それをツェツィーリエの中に感じたからだ。
その笑顔を向けられたい。自分ならヴァルターのように彼女を否定して傷つけたりしない。
────俺は、彼女が欲しいんだ
無意識に剣の柄を握る手に爪が食い込むほど力が入る。どうする。相手は大男三人。中にいる老婆のような声の奴はおそらく出てこないだろう。
しかしここで奴らを叩いたとして本当にすべてが解決するのだろうか。こういう類の商売は奴らのような枝葉を叩いたところでまた違う奴らが無数に湧いてくるだけだ。やるなら根幹を叩かなければ。王族が関わっているとなれば尚のこと。
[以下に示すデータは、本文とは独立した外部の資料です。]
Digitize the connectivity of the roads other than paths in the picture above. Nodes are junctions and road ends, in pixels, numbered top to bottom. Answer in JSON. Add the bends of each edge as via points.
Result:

だがこいつらをこのまま泳がせておいたとしたら、ツェツィーリエはどうなる?
あの白い肌を暴かれ、柔らかな亜麻色の髪をシーツに散らし、奴らを受け入れる姿を想像するだけで身体中の血が逆流する。
(殺るしかない)
ただし、殺るのはギードのみ。
ツェツィーリエのことに言及したあいつは殺す。親玉を失えば、あの手下どもも今すぐ彼女をどうこうしようなんてことはしないはず。
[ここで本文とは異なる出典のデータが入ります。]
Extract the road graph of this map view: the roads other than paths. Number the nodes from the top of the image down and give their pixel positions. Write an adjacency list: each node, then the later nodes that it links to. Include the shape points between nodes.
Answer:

そしてすぐにギードの代わりを見つけて同じ商売に手を染めるだろう。根幹を叩くのはそれからだ。ユリアンは抜き身の剣を構えた。
「じゃあ次に来るときまでに今日約束した分は頼んだぞ」
ギィ、と建付けの悪い扉が音を立てて開かれる。最初に出てきたギード目がけてユリアンは地を蹴った。
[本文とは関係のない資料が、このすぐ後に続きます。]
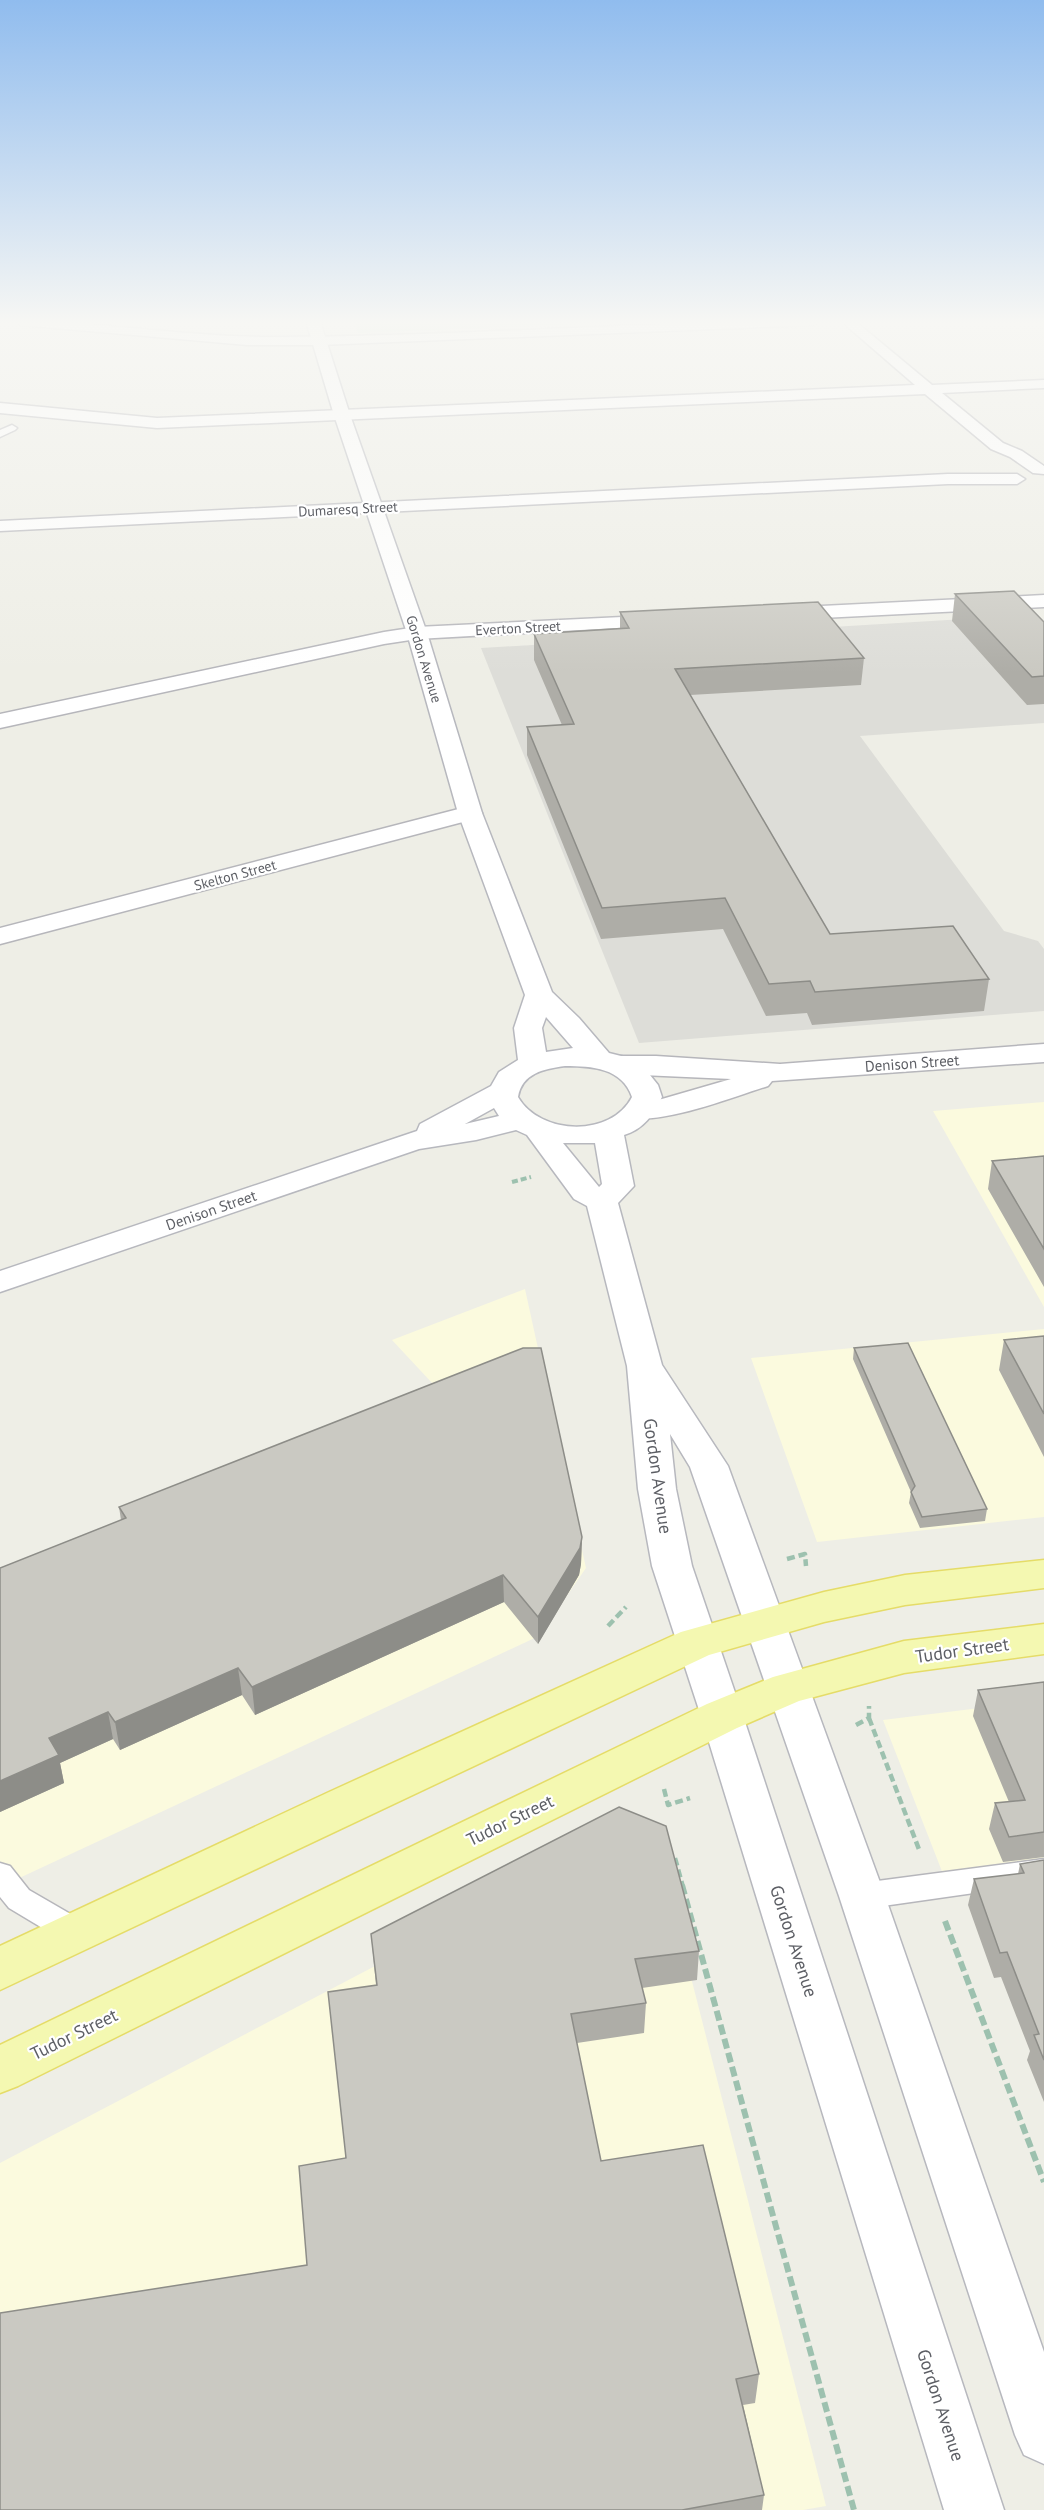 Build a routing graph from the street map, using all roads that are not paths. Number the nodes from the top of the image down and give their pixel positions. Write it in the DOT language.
graph roads {
  1 [pos="350,438"];
  2 [pos="987,438"];
  3 [pos="997,446"];
  4 [pos="1031,475"];
  5 [pos="375,508"];
  6 [pos="0,526"];
  7 [pos="1044,601"];
  8 [pos="760,615"];
  9 [pos="677,620"];
  10 [pos="417,633"];
  11 [pos="0,721"];
  12 [pos="470,813"];
  13 [pos="0,936"];
  14 [pos="539,995"];
  15 [pos="1044,1053"];
  16 [pos="609,1062"];
  17 [pos="533,1064"];
  18 [pos="780,1073"];
  19 [pos="503,1091"];
  20 [pos="642,1112"];
  21 [pos="529,1125"];
  22 [pos="608,1131"];
  23 [pos="423,1138"];
  24 [pos="602,1201"];
  25 [pos="0,1282"];
  26 [pos="645,1366"];
  27 [pos="1044,1574"];
  28 [pos="764,1622"];
  29 [pos="1044,1639"];
  30 [pos="696,1643"];
  31 [pos="788,1688"];
  32 [pos="722,1716"];
  33 [pos="1044,1871"];
  34 [pos="0,1875"];
  35 [pos="862,1896"];
  36 [pos="75,1932"];
  37 [pos="0,1969"];
  38 [pos="0,2070"];
  39 [pos="1030,2349"];
  40 [pos="1044,2434"];
  41 [pos="974,2510"];
  1 -- 5 [label="street, Gordon Avenue"];
  2 -- 3 [label="street"];
  3 -- 4 [label="street"];
  3 -- 4 [label="street"];
  4 -- 5 [label="street, Dumaresq Street"];
  5 -- 6 [label="street, Dumaresq Street"];
  5 -- 10 [label="street, Gordon Avenue"];
  7 -- 8 [label="street"];
  9 -- 10 [label="street, Everton Street"];
  10 -- 11 [label="street, Everton Street"];
  10 -- 12 [label="street, Gordon Avenue"];
  12 -- 13 [label="street, Skelton Street"];
  12 -- 14 [label="street, Gordon Avenue"];
  14 -- 16 [label="street, Gordon Avenue"];
  14 -- 17 [label="street"];
  15 -- 18 [label="street, Denison Street"];
  16 -- 17 [label="street, Denison Street"];
  16 -- 18 [label="street, Denison Street"];
  16 -- 20 [label="street, Gordon Avenue"];
  17 -- 19 [label="street, Denison Street"];
  18 -- 20 [label="street, Denison Street"];
  19 -- 21 [label="street"];
  19 -- 23 [label="street, Denison Street"];
  20 -- 22 [label="street, Denison Street"];
  21 -- 22 [label="street, Denison Street"];
  21 -- 23 [label="street, Denison Street"];
  21 -- 24 [label="street"];
  22 -- 24 [label="street"];
  23 -- 25 [label="street, Denison Street"];
  24 -- 26 [label="street, Gordon Avenue"];
  26 -- 28 [label="street, Gordon Avenue"];
  26 -- 30 [label="street, Gordon Avenue"];
  27 -- 28 [label="main road"];
  28 -- 30 [label="main road"];
  28 -- 31 [label="street, Gordon Avenue"];
  29 -- 31 [label="main road, Tudor Street"];
  30 -- 32 [label="street, Gordon Avenue"];
  30 -- 36 [label="main road"];
  31 -- 32 [label="main road, Tudor Street"];
  31 -- 35 [label="street, Gordon Avenue"];
  32 -- 38 [label="main road, Tudor Street"];
  32 -- 41 [label="street, Gordon Avenue"];
  33 -- 35 [label="lane"];
  34 -- 36 [label="lane"];
  35 -- 39 [label="street, Gordon Avenue"];
  36 -- 37 [label="main road"];
  39 -- 40 [label="street, Gordon Avenue"];
}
喉元を一閃。迷いなく斬られた深い傷から噴き出した鮮血が、辺り一面を真っ赤に染めていく。
ギードは目を見開いた。そして慌てて喉を押さえるが、噴き出す血が止まることはなく、胸元に流れ落ちるだけ。そして出ない声でなにかを言おうと魚のように口をパクパクとさせながら、自分を斬りつけたユリアンに気づき手を伸ばした。
しかしその手がユリアンに届くことはなかった。
ギードは膝から崩れ落ち、手下の二人は叫びながら慌てふためくばかり。
ユリアンは血に濡れた剣を素早くしまい、来た道を振り返り駆け出したのだった。